Collection entries:
..............................
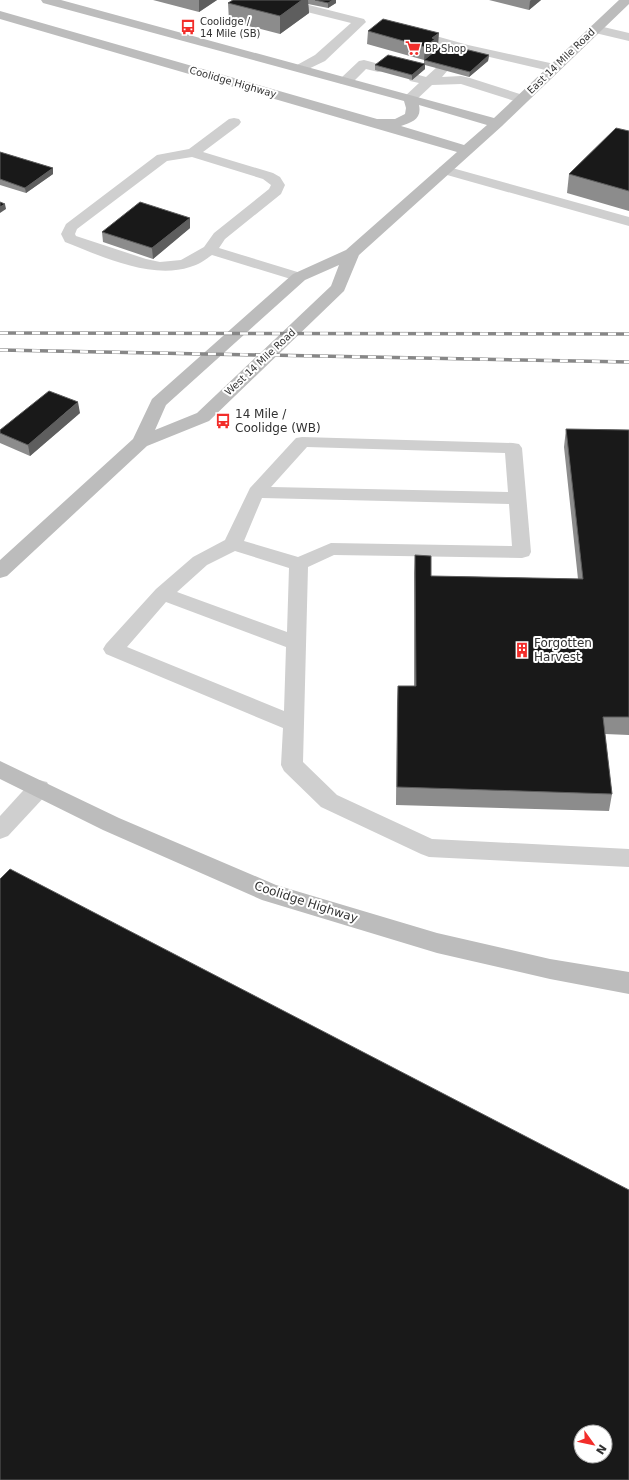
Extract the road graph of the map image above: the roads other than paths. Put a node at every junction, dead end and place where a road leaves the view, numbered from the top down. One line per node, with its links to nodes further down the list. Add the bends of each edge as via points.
1 (47, 0): 8 (main road)
2 (275, 0): 8 (lane, via 360,22 320,58)
3 (626, 0): 5 (main road, East 14 Mile Road)
4 (0, 15): 18 (main road, Coolidge Highway)
5 (595, 29): 7 (lane); 10 (main road, East 14 Mile Road)
6 (401, 30): 10 (lane, via 463,51)
7 (629, 37)
8 (302, 68): 13 (main road)
9 (378, 68): 13 (lane, via 364,64)
10 (554, 68): 16 (main road, East 14 Mile Road)
11 (442, 70): 14 (lane)
12 (415, 78): 14 (lane)
13 (346, 81): 15 (main road)
14 (428, 81): 15 (lane); 16 (lane, via 466,81)
15 (410, 98): 18 (main road, via 412,116 397,123); 19 (main road)
16 (521, 100): 19 (main road, East 14 Mile Road)
17 (234, 122): 21 (lane)
18 (367, 122): 20 (main road, Coolidge Highway)
19 (497, 123): 20 (main road, West 14 Mile Road)
20 (467, 150): 22 (main road, West 14 Mile Road)
21 (192, 154): 24 (lane, via 268,176 278,185 276,191 219,236); 24 (lane, via 162,158 71,227 68,234 70,239 78,242 152,266 166,268 185,264)
22 (445, 170): 23 (lane); 25 (main road, West 14 Mile Road)
23 (629, 222)
24 (210, 250): 26 (lane)
25 (352, 253): 26 (main road, West 14 Mile Road); 27 (main road, West 14 Mile Road, via 338,288 203,417)
26 (298, 277): 27 (main road, West 14 Mile Road, via 158,403)
27 (141, 442): 32 (main road, West 14 Mile Road)
28 (256, 492): 29 (lane); 29 (lane, via 302,442 513,448); 30 (lane)
29 (517, 498): 31 (lane, via 522,552 331,549)
30 (233, 544): 31 (lane); 33 (lane, via 200,561)
31 (299, 564): 34 (lane)
32 (0, 571)
33 (163, 594): 34 (lane); 35 (lane, via 113,649)
34 (296, 643): 35 (lane)
35 (294, 724): 39 (lane, via 292,765 329,801 429,848)
36 (0, 769): 37 (main road, Coolidge Highway)
37 (39, 788): 38 (lane); 40 (main road, Coolidge Highway, via 111,824 270,893 494,958)
38 (0, 830)
39 (629, 858)
40 (629, 983)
..............................
Exercise objective: What are the lines above that hold the string "Highway"? Copy them.

Response to this task:
4 (0, 15): 18 (main road, Coolidge Highway)
18 (367, 122): 20 (main road, Coolidge Highway)
36 (0, 769): 37 (main road, Coolidge Highway)
37 (39, 788): 38 (lane); 40 (main road, Coolidge Highway, via 111,824 270,893 494,958)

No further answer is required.